I was sixteen years old at the time of these events; and I hated my father for what he had allowed to happen to his life. Please understand, I had no misgiving about his physical handicap. I had no resentment of his need to “slow down” a bit, and perhaps engage in new habits that could extend his life.
But what I resented to point of painful embarrassment at “being his son” was his acquiesence to other people who thought they knew better about what would keep him alive, make him a man, infuse him with the thrill of life. his life My resentment bordered on hatred.
I was to find no consolation or relief of my immature judgment of my father in the years that he continued, on his own, to live by the rules of another, and still be a man. After a 6-month stint as a bank employee, my dad returned to insurance sales, only this time as one of the “low men on the totem pole” in the company for which he worked. I watched him, as a son does, “too closely” and found new ways to feel disgust and antipathy toward him. I recall that each morning, before the sun rose, both he and I were “up” and organizing ourselves for our respective roles that day. And I recall how I would clench my teeth with anger as Keith Jones would push the red Volkswagen that sat parked immediately next to the window of our neighbor’s bedroom down the driveway and out of hearing range…..an overt act of self-effacement in the name of Christian charity, not wanting the sound of the car’s motor to awaken our neighbor at that early hour of the morning. And I seethed at this attempt at invisibility. Yes, I wanted people to know how hard he was working. He deserved it!
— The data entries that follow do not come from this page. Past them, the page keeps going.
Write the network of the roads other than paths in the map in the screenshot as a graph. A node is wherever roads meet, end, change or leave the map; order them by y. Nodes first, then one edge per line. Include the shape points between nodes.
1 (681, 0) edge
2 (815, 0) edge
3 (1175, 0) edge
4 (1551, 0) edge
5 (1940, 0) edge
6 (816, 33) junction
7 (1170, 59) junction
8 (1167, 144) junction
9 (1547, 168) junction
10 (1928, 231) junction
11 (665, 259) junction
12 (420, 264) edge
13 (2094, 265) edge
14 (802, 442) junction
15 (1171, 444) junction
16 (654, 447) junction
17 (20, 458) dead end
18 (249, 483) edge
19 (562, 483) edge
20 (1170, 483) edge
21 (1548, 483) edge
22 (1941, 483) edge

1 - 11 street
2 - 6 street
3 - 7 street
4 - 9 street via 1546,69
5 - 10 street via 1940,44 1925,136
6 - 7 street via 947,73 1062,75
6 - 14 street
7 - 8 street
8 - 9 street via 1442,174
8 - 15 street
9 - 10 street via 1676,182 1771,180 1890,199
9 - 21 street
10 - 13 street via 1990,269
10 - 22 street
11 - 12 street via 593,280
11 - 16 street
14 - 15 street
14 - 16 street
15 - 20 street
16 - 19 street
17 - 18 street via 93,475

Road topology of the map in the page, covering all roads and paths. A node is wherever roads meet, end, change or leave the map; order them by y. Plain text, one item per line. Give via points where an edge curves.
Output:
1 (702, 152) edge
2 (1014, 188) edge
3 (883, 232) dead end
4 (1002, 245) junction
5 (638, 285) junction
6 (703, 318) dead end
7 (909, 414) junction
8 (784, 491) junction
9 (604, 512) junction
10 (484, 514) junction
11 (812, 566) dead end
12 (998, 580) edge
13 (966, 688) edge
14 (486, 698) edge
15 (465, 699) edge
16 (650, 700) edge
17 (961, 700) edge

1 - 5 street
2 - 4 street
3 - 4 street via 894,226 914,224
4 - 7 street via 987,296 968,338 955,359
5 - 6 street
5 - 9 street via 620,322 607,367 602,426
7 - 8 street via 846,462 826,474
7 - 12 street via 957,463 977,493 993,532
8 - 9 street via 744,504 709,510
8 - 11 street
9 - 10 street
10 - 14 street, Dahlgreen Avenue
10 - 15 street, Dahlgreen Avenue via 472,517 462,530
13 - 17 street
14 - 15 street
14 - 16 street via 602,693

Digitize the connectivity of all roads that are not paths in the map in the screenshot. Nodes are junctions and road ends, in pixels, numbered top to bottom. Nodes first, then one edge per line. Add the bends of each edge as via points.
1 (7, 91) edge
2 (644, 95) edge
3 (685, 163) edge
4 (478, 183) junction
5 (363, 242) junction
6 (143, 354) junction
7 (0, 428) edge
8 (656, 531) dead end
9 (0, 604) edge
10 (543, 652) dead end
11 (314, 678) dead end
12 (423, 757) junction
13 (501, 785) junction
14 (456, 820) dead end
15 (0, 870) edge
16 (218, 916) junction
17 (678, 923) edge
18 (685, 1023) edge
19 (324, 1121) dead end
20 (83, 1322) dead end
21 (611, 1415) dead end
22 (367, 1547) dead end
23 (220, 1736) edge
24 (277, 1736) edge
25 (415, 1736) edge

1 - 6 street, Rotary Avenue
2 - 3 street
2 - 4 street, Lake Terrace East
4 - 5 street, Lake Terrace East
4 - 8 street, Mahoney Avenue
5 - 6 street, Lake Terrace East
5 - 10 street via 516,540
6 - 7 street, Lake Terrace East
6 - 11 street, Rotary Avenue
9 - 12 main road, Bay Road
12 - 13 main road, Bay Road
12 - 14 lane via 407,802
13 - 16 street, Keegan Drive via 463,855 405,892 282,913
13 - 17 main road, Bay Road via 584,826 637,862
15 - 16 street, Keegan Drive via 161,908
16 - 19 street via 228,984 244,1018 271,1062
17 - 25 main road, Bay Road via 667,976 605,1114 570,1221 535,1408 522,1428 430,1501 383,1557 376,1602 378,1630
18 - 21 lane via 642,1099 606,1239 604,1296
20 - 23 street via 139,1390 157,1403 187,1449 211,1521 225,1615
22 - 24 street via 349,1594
I wanted a father who would stand up for himself, and claim the injustices that had been done to him by others. I wanted a father I could be proud of, even in the midst of personal adversity. I wanted a father who would tell the woman who was killing him inch by inch to look upon her own evil face in the mirror, and examine the rules that governed her own life—–and leave him alone.
These were my feelings at the tender age of 16 toward the only man who could claim to be my dad and mentor. And now, at 60, the carousel of life has come full circle. And I have been that “hated man” who wanted nothing more than to be a positive role model for those who engaged in the observation of my life. ‘Tis true: “we reap what we sow.”
Today, I can honestly say that I love my father. I love him for always doing what he thought was “right.” Right for him, and right for his family. I know him today as a man who was overwhelmed by the responsibilities imposed on him by his own father, and his wife. I love him for the choices he made as he daily discerned the path that he was on, and the path that he, by obligation, would have to take. I wish that I could tell him today how much I’ve learned to love him. But I think, in God’s way, he knows. There is an expression “like father, like son.” As God would have it, I have had the opportunity to walk more that one mile in my dad’s shoes, and I know deep in my soul that I was blessed to have him as a mentor for my life.